Kawaguchi’s work is on display at the Brooklyn Public Library’s Central Library at 10 Grand Army Plaza. The next time you visit the library to check out a book, be sure to take some time to view the “I ♥ NEW YORK” collection now through April 3.
Born in Osaka, Japan, Kawaguchi worked as a graphic designer and art director for an advertising agency Tokyo. Stifled by the inability to express herself creatively in the corporate world, she left her job and moved to New York to pursue a full-time career as an artist.
The two works above, titled “BROOKLYN PUBLIC LIBRARY, Central Library (L)” and “BROOKLYN PUBLIC LIBRARY, Central Library (R)” are examples of the detailed process Kawaguchi uses to weave emotion and the New York people into her work.
The background is covered in hearts from library patrons who penned what they love on each one. The faces in the pictures are those of the librarians, students, a visitor at BPL, and are printed on pages from the library’s catalogs. The drawings of the sculptures are from the library’s grand front entrance and are covered with lightly printed words and phrases from classic literature.
We recently spoke with Kawaguchi and she told us more about her art background, style, and process.
PSS: What is your art background and education?
Noboo Kawaguchi: I am a graduate of both the Nakanoshima Art School and the Visual Design Department of the Tokyo Designer Gakuin College in Japan. I have also received a Certificate of Fine Arts from Parsons The New School for Design in U.S.A.
Has your style and approach been influenced by the neighborhood?
Brooklyn and the New York area have fascinated me from the day I came to the United States. I had never seen so many different people from all over the world. Their faces and mannerisms were all so unique, and that is what inspired me to start using the faces of New Yorkers from all different ethnic backgrounds.
How would you define/describe your art and style?
I do not put a specific label on my style of artwork; rather, I prefer to focus on the emotional aspect of my art. My goal is to have each piece display a unique mixture of intense passion and sensation.
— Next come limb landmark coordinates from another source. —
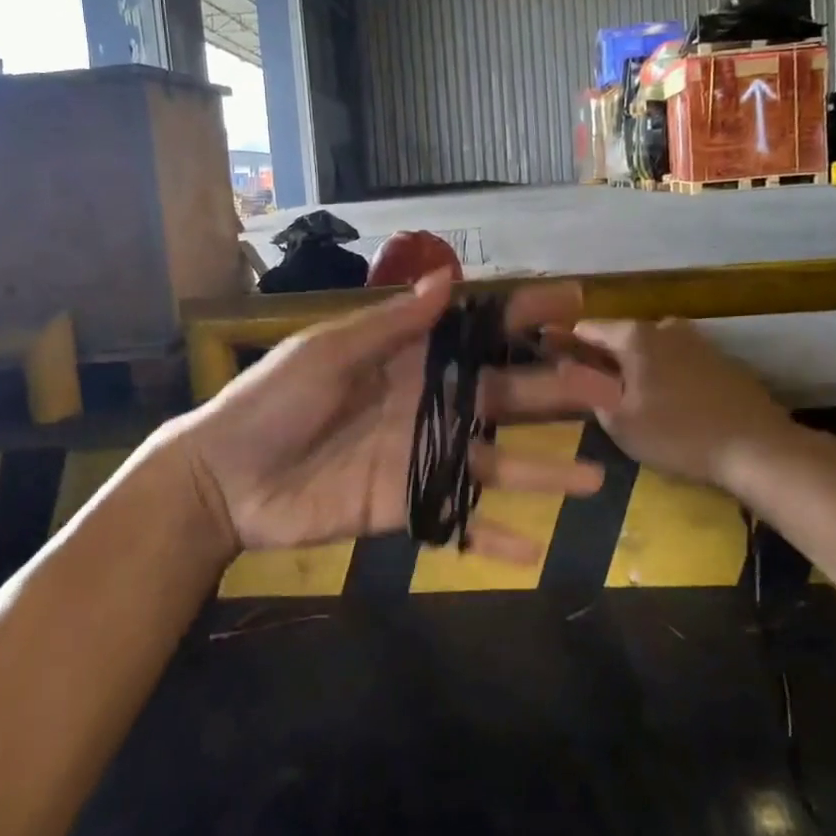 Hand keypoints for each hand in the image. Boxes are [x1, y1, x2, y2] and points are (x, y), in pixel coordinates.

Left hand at [177, 274, 623, 562]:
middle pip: (503, 396)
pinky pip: (459, 523)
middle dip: (556, 391)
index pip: (476, 332)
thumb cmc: (273, 401)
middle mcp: (426, 404)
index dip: (523, 314)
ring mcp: (420, 458)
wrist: (226, 478)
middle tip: (610, 391)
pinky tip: (535, 554)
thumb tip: (447, 281)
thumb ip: (390, 325)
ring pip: (495, 464)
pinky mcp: (407, 507)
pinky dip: (494, 540)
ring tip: (593, 480)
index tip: (574, 300)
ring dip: (543, 473)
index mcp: (407, 358)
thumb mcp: (328, 352)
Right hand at [571, 319, 798, 487]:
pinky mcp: (722, 361)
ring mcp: (699, 341)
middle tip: (593, 385)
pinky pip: (679, 360)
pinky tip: (668, 401)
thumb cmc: (678, 434)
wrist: (758, 448)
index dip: (567, 342)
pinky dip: (666, 373)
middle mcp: (665, 327)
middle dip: (604, 355)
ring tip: (630, 395)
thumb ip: (589, 389)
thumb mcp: (620, 420)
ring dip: (637, 365)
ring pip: (653, 347)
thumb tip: (567, 366)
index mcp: (636, 336)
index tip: (553, 356)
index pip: (588, 328)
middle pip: (622, 335) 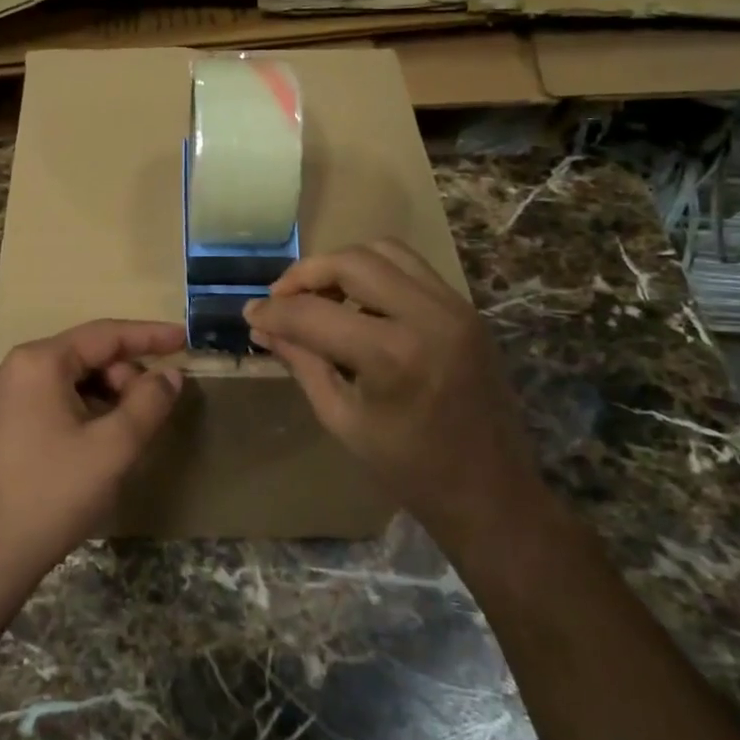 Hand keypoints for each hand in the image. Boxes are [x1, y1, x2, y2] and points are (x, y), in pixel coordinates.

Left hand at [0, 319, 185, 586]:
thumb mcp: (114, 447)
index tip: (183, 339)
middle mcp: (10, 369)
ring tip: (124, 431)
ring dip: (102, 396)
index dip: (148, 335)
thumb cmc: (54, 494)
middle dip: (123, 376)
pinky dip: (78, 409)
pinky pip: (45, 400)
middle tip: (150, 409)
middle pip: (83, 356)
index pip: (104, 335)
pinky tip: (93, 441)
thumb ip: (149, 402)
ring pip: (65, 380)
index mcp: (37, 362)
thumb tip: (169, 377)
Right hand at [244, 240, 543, 538]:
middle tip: (280, 299)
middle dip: (305, 274)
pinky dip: (374, 273)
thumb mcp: (341, 418)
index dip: (273, 311)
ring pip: (385, 250)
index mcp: (392, 356)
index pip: (314, 313)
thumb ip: (302, 362)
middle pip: (352, 261)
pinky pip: (411, 267)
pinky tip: (356, 303)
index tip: (249, 314)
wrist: (489, 489)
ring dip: (342, 264)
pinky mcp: (466, 308)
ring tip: (318, 295)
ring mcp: (454, 307)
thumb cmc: (408, 468)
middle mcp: (428, 316)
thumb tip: (262, 326) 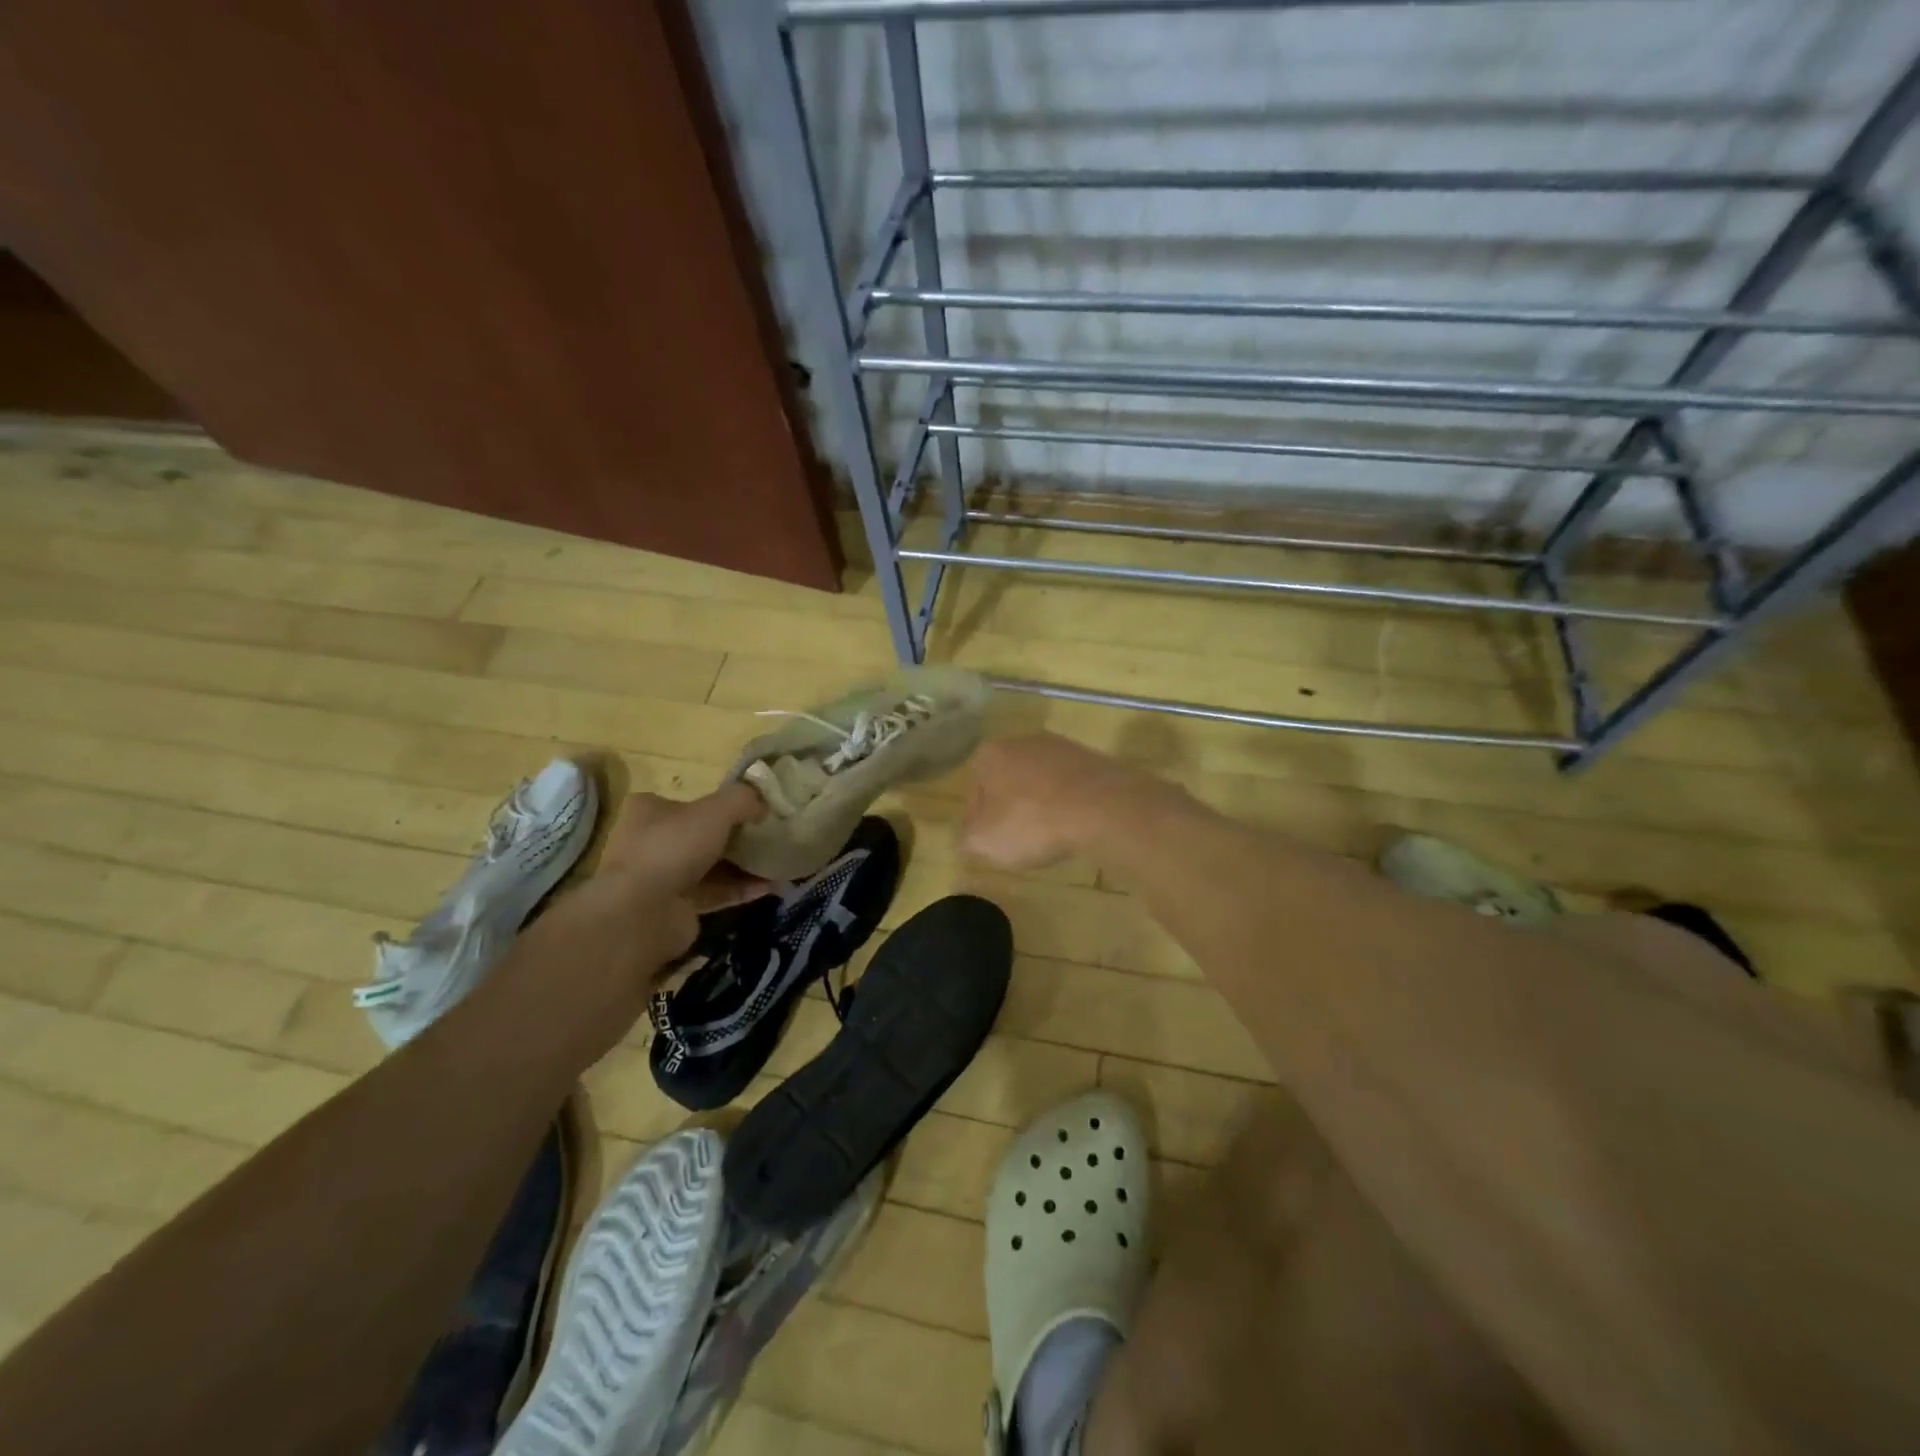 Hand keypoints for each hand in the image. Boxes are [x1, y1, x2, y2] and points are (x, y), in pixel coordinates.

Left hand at [590, 784, 770, 961]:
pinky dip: (742, 889)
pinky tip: (771, 887)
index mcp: (650, 811)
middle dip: (738, 838)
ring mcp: (662, 877)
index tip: (753, 811)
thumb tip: (764, 803)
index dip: (722, 805)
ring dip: (744, 866)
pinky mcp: (677, 907)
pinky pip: (716, 893)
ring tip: (779, 864)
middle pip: (703, 835)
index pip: (689, 802)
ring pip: (712, 866)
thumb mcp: (715, 810)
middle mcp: (651, 842)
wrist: (642, 913)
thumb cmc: (673, 847)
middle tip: (771, 837)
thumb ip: (743, 799)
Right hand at [960, 733, 1122, 871]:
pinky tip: (1075, 826)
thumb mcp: (985, 842)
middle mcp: (1024, 740)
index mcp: (991, 753)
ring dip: (1041, 805)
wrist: (1102, 808)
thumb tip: (966, 839)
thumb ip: (967, 839)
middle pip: (1008, 780)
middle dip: (1011, 807)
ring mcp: (1063, 746)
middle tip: (1018, 840)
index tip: (989, 842)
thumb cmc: (1032, 822)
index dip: (978, 819)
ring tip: (1050, 836)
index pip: (974, 788)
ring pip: (1041, 781)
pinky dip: (1069, 804)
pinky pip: (1071, 786)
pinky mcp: (1094, 759)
I attempt to capture the human character in all its levels of intensity and absurdities.
What inspires you to create your art?
What inspires me is to try to reflect special happiness of various New Yorkers who have very different lives, but each love a city that encourages them to be different. “I ♥ NEW YORK ” is a tribute to New York’s special identity as a multinational Metropolis of freethinking people.
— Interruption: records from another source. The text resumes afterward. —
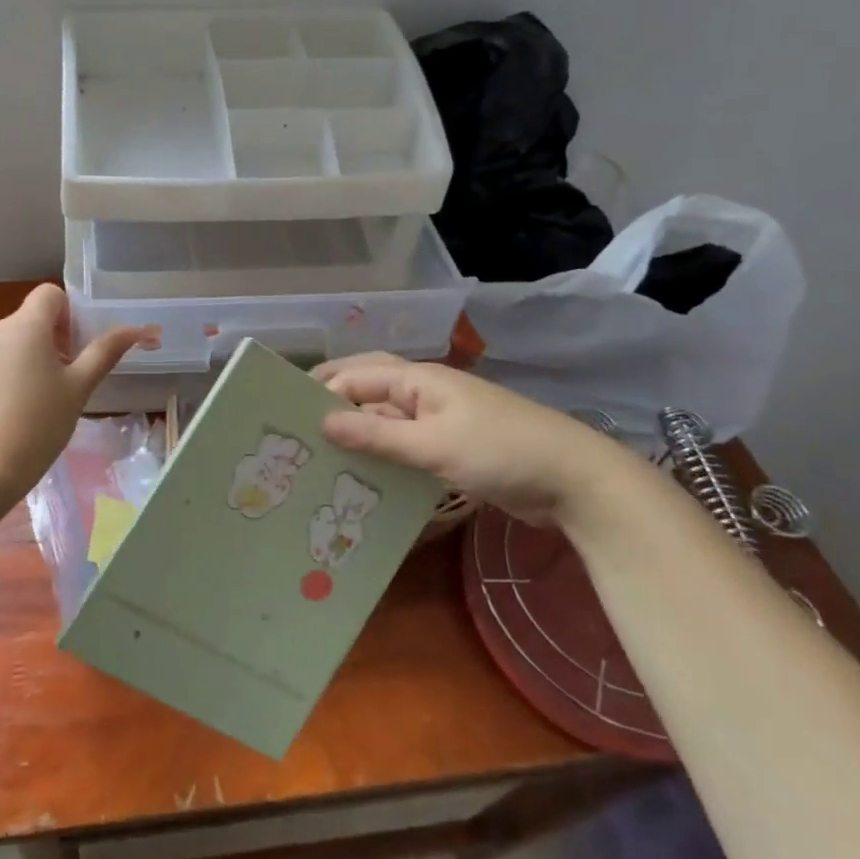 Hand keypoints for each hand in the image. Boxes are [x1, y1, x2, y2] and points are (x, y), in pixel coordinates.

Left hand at [0, 285, 150, 496]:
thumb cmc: (39, 423)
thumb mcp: (79, 388)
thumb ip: (105, 352)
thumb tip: (136, 329)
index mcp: (25, 326)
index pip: (49, 294)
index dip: (67, 314)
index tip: (74, 349)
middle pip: (28, 321)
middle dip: (48, 342)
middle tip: (61, 382)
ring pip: (5, 346)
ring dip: (23, 361)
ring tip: (33, 405)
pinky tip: (6, 418)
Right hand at [311, 354, 637, 526]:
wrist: (575, 481)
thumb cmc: (501, 451)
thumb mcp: (434, 445)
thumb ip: (377, 435)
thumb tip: (322, 422)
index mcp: (417, 380)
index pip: (355, 377)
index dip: (320, 393)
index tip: (284, 417)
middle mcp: (422, 394)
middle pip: (366, 392)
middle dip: (332, 406)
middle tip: (295, 432)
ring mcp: (437, 422)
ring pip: (383, 422)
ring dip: (355, 436)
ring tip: (318, 459)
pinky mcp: (449, 450)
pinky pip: (403, 447)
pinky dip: (381, 457)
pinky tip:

How do you create — what is the process?
I use a combination of silkscreen and mixed-media (hand-drawing on paper, painting on paper, and silkscreen on paper) in a collage format.
How long have you been working on the art you’ll be featuring at the Brooklyn Public Library?
Some of the pieces in the exhibition were created in 2011 and some pieces were created for my show in Tokyo in 2014. The newest pieces were created late 2015 to early 2016 which included specific faces of people who work and visit the Brooklyn Public Library.
Have you worked with Brooklyn Public Library before?
No, I was lucky to be chosen for their exhibition, but they have been very organized and extremely helpful in my preparation for the show.
What’s unique about putting together an exhibition in this particular space?
The Brooklyn Public Library was kind enough to give me enough space to present all my prints. Some of my past work is quite large and they were able to find space so I could have a full presentation of my exhibits.
They also were able to coordinate with a extremely talented photographer named Gregg Richards to create a storyboard which is in the front of my expedition which helps explains the process in which all my pieces were created. He photographed each step including the initial drawings and the numerous steps involved at the print studio.
My entire experience with the Brooklyn Public Library exhibition has been positive; and I hope, after I create new art pieces in the future, that I might be chosen to have another exhibition at the Brooklyn Public Library.
The Exhibition Rundown: I ♥ NEW YORK by Noboo Kawaguchi
Where: Central Library | Brooklyn Public Library , 10 Grand Army Plaza. (Foyer Gallery Cases)
When: Through April 3 during regular library hours.
Admission: Free.
Artist’s website: Noboo Kawaguchi’s website is available here.